Tablet-Based Mobile Eye Tracking for Studying Visual Preference in Children with ASD: Proof-of-Concept and Feasibility Study
Objectives: To (1) examine the feasibility of tablet-based (iPad) eye-tracking; (2) provide preliminary results regarding differences between children with and without ASD; (3) conduct a machine learning investigation of diagnostic prediction using acquired data.
Methods: Three 6-minute sessions comprising side-by-side presentations of age-appropriate social target movies with distractor movies (moving machinery, sporting events, animals, or random clips from another movie) were administered to 6-12-year-old children (ASD n=29 , non-ASD n=33). Each session included five calibration sets (three 5-point calibrations and two smooth-pursuit-trajectories with animations). Sessions paused automatically when participants’ faces were not detected for more than 5 seconds.

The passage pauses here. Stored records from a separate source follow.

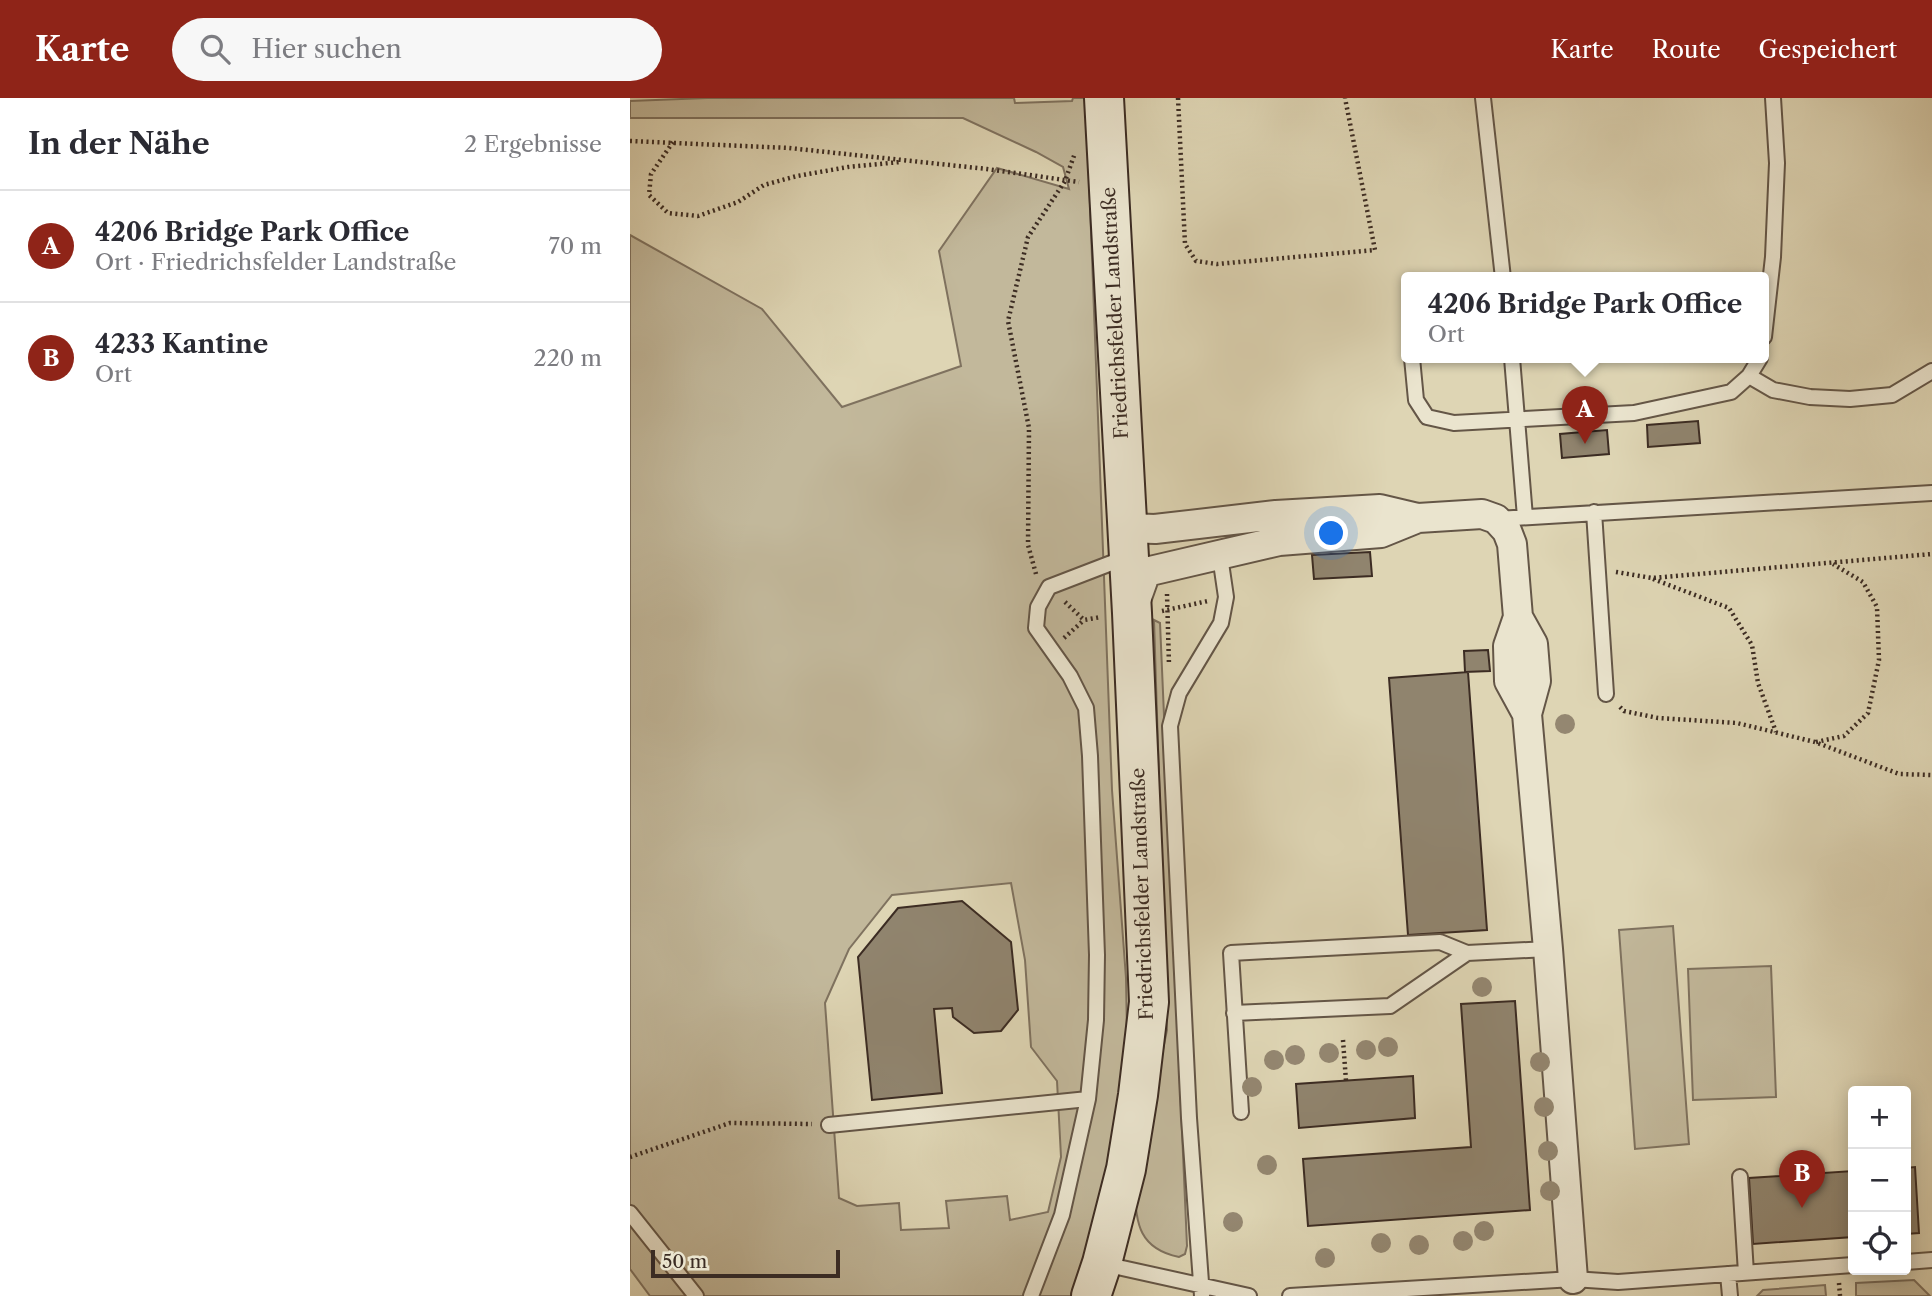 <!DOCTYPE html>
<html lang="de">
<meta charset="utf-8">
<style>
body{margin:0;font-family:"Libre Caslon Text",serif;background:#f7f7f7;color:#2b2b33}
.controls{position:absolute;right:21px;bottom:21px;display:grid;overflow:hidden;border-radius:7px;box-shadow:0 4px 18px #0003}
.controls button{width:63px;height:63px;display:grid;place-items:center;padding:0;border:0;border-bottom:2px solid #e1e1e2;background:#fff;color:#2b2b33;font:35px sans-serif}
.scale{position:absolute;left:21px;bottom:18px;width:189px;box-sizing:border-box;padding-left:7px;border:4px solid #3c2c23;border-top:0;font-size:19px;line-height:24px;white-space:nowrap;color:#3c2c23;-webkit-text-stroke:5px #eae4ce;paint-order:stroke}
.you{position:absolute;left:702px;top:436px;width:24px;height:24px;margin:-18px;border:5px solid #fff;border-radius:50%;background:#1a73e8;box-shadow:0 0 0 10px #1a73e833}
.badge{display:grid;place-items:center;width:46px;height:46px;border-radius:50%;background:#8f2418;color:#fff;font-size:23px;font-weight:700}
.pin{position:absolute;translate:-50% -58px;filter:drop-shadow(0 2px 4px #0008)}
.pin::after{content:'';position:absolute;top:37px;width:24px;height:21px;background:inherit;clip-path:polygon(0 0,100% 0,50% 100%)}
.popup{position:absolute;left:771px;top:174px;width:368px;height:91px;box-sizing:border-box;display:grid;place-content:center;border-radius:7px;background:#fff;filter:drop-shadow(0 2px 5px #0005);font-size:23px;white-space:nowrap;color:#7c7c81}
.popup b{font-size:26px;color:#2b2b33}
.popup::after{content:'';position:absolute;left:50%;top:100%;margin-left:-14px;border:14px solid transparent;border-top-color:#fff}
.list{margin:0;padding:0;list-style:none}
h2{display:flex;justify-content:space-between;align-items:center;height:91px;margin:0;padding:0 28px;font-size:30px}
h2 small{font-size:23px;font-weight:400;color:#7c7c81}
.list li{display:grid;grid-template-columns:46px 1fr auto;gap:21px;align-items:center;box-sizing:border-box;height:112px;padding:0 28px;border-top:2px solid #e1e1e2}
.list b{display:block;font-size:26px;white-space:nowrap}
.list p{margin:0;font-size:23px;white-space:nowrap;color:#7c7c81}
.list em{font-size:23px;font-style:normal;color:#7c7c81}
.icon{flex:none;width:38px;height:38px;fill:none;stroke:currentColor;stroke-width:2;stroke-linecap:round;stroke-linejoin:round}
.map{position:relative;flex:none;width:1302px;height:1198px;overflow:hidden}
header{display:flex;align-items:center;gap:42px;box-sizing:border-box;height:98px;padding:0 35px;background:#8f2418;color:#fff}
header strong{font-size:33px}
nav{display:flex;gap:38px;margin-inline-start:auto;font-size:24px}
.search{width:490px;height:63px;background:#f7f7f7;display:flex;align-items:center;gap:18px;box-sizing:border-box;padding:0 24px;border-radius:38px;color:#7c7c81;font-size:26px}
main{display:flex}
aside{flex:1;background:#fff}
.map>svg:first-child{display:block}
</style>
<header>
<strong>Karte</strong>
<div class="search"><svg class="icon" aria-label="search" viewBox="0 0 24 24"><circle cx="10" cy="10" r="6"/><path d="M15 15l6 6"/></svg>Hier suchen</div>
<nav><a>Karte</a><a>Route</a><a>Gespeichert</a></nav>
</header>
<main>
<aside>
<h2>In der Nähe<small>2 Ergebnisse</small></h2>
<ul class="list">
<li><span class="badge">A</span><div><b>4206 Bridge Park Office</b><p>Ort · Friedrichsfelder Landstraße</p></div><em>70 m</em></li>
<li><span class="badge">B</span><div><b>4233 Kantine</b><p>Ort</p></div><em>220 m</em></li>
</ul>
</aside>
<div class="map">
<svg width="1302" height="1198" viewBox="0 0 1302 1198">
<rect width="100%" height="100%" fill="#ded5b4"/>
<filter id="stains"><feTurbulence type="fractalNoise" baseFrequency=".00286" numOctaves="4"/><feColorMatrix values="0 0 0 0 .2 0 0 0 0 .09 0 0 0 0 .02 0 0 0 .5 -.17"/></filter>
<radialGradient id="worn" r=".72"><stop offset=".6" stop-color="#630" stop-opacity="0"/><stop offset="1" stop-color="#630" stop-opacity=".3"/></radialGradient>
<!-- green -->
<path fill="#c2b89b" stroke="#7f725f" stroke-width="2" fill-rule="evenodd" d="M 77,0 L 384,0 L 385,5 L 442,3 L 443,0 L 456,0 L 482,692 L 496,880 L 497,936 L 486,1045 L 446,1198 L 20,1198 L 0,1171 L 0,137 L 132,211 L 212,309 L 331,268 L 309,153 L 367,70 L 439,91 L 433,69 L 406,54 L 333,20 L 0,20 L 0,3 ZM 381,785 L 395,862 L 401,949 L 427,983 L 431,1059 L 418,1114 L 380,1122 L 377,1098 L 316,1103 L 319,1130 L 271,1132 L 269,1105 L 227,1108 L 209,1100 L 195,905 L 219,851 L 262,797 Z
M 524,522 L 530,525 L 557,1148 L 555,1156 L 549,1159 C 510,1151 505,1126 505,1090 L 537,932 Z
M 1043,828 L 1059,1046 L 1005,1051 L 989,832 Z
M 1141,868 L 1146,999 L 1063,1002 L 1058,871 Z
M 1284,1182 L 1300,1198 L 1226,1198 L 1226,1185 Z
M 1195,1187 L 1196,1198 L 1127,1198 L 1133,1192 Z"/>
<!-- building -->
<path fill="#90846e" stroke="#3c2c23" stroke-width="2" d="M 1068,323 L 1070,345 L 1018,349 L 1017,327 Z
M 977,332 L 979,356 L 932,360 L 930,336 Z
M 740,454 L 742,478 L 684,481 L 682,457 Z
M 858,552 L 860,573 L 835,574 L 834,553 Z
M 838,574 L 857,832 L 778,837 L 759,580 Z
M 332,803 L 381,844 L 388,912 L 371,933 L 344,935 L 323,919 L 322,910 L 304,911 L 312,995 L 242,1002 L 228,859 L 268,810 Z
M 885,903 L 900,1112 L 678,1128 L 673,1061 L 841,1049 L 831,906 Z
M 783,978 L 785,1020 L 669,1030 L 666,986 Z
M 1285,1069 L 1289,1135 L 1276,1136 L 1276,1070 Z
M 1223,1073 L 1223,1139 L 1123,1146 L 1119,1080 Z"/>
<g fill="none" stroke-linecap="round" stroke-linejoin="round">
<defs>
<path id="lane" d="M 853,0 L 873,180
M 1134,239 L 1143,159 L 1147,65 L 1143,0
M 782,260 L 786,302 L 797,319 L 824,325 L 1004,315 L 1101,294 L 1119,278 L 1130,260
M 882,260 L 895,419
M 1119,278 L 1143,292 L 1180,299 L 1220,301 L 1262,297 L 1302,273
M 964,414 L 976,596
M 867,421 L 1302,395
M 604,915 L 760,908 L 837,855 L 918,851
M 611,1014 L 601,855 L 810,844 L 837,855
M 199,1027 L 458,1001
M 1110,1079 L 1116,1175
M 0,1115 L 66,1198
M 1276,1164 L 1302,1162
M 474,1166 L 619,1198
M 1098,1176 L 1100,1198
M 401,1198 L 432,1117 L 458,1001 L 466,922 L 467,857 L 460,658 L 456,610 L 440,578 L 406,530 L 408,509 L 419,489 L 497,459
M 572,1198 L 559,1020 L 540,628 L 549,595 L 591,525 L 596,499 L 590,458
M 660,1198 L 943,1181 L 988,1184 L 1223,1167"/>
<path id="street" d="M 497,430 L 525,431 L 646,417 L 750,411 L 788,420 L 852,416 L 866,421 L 877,433 L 882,446 L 888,519 L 878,548 L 879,583 L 897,616
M 505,505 L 516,474 L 649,443 L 751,435 L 788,420
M 888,519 L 903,546 L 906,583 L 897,616 L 918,851 L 943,1181"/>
<path id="secondary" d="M 461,1198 L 472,1165 L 496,1071 L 508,997 L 519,904 L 502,515 L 474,0"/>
</defs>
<!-- lane casing -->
<use href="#lane" stroke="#645647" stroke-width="18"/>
<!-- street casing -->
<use href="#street" stroke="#645647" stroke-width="32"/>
<!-- secondary casing -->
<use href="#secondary" stroke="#3c2c23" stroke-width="42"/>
<!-- path -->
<path stroke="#3c2c23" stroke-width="4.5" stroke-dasharray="2 3.5" stroke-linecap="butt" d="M 548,0 L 555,146 L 566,163 L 587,166 L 745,152 L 715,0
M 0,43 L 159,50 L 357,71 L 449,84
M 43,44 L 21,76 L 19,97 L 38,115 L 68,118 L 108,104 L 134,87 L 167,78 L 218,69 L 270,64
M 986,474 L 1022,480 L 1302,456
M 406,476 L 398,447 L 399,330 L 378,223 L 398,139 L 435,83 L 445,55
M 1023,481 L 1099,510 L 1122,547 L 1128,585 L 1146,634
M 537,496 L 539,567
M 435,504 L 454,522 L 471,519
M 532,513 L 578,503
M 434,540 L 454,522
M 990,609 L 994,613 L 1028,620 L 1107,625 L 1185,644 L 1269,676 L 1302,677
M 1186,644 L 1214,638 L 1238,615 L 1249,562 L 1247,509 L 1233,484 L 1203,466
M 713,942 L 716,983
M 0,1059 L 100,1025 L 182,1026
M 1209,1185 L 1210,1198"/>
<!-- lane -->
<use href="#lane" stroke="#eae4ce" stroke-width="14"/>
<!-- street -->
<use href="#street" stroke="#eae4ce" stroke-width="28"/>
<!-- secondary -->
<use href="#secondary" stroke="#eae4ce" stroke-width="38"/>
</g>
<!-- trees -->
<g fill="#948771">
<circle cx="935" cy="626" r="10"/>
<circle cx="852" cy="889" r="10"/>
<circle cx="758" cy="949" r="10"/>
<circle cx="736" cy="952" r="10"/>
<circle cx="699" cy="955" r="10"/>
<circle cx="665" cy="957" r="10"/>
<circle cx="644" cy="962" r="10"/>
<circle cx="910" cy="964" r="10"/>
<circle cx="622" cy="989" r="10"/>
<circle cx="914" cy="1009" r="10"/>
<circle cx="918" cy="1053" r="10"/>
<circle cx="637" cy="1067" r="10"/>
<circle cx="920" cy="1093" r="10"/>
<circle cx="603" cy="1124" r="10"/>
<circle cx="854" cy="1133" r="10"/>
<circle cx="833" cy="1143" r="10"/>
<circle cx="751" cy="1145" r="10"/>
<circle cx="789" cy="1147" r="10"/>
<circle cx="695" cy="1160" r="10"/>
</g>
<g text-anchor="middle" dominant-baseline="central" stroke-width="5" stroke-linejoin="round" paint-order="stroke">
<!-- street labels -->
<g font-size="19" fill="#3c2c23" stroke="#eae4ce">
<text transform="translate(485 215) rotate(-93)">Friedrichsfelder Landstraße</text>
<text transform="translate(512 796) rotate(-92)">Friedrichsfelder Landstraße</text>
</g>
</g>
<rect width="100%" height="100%" filter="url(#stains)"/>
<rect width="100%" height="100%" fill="url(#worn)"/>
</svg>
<div class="controls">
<button>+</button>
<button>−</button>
<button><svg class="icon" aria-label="locate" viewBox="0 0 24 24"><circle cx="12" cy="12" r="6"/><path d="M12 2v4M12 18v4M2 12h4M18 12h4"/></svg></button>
</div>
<div class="scale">50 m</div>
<div class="you"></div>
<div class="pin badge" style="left:955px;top:346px">A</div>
<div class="popup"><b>4206 Bridge Park Office</b>Ort</div>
<div class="pin badge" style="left:1172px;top:1110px">B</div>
</div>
</main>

Results: Data Quality: 92% of sessions had <2.5 degrees of calibration error. >80% valid tracking data was recorded in 83% of sessions. Across groups, valid-looking-time was 86% (SD=7%), and calibration-error 1.49° (SD=1.19°). These results indicated robust recording and participant attention. Data Quality Group Differences: Univariate ANOVAs on calibration quality indicated group differences in smooth-pursuit calibration, with the non-ASD group following both the left-half (p<.01) and the right-half (p=.056) of the pursuit better than the ASD group. No 5-point calibrations differences emerged. Looking Pattern Group/Condition Effects: A main effect of distractor condition on %Distractor (p<.001) was found with a trend toward a diagnosis*condition interaction (p=.063). Pairwise comparisons indicated children looked more at machine distractors, compared to animals (p<.001) and dynamic-naturalistic-scenes (p<.01); and more at sports compared to animals (p<.001). Participants with ASD looked more at the animal distractors than the non-ASD group (p<.05). A main effect of condition on GazeOffscreen% (p<.01) and a diagnosis*condition interaction (p<.05) was also observed. Pairwise comparisons showed that children looked offscreen more during animal distractor videos than machines (p<.001) and sports (p<.01). Participants with ASD looked offscreen less during animal distractors than the non-ASD group (p<.05). Machine Learning: Using linear support-vector-machines (SVM) on predictors (GazeOffscreen%, Distractor%, %Target, and associated timings) in a repeated (n=5) leave-one-out cross-validation with nested-bootstraps (n=10, group balancing), we achieved 79% average group-membership-prediction accuracy.
Conclusions: These analyses provide evidence for tablet-based eye tracking as a viable option for remotely quantifying eye movements in children with and without ASD. We piloted a preferential looking task to social videos and smooth-pursuit trajectories. The results revealed that children with ASD showed smooth-pursuit tracking difficulties, with nuanced differences in scanning patterns potentially relating to attentional biases relative to controls towards animal distractors. Results will be presented in the context of design choices and challenges of tablet-based eye tracking.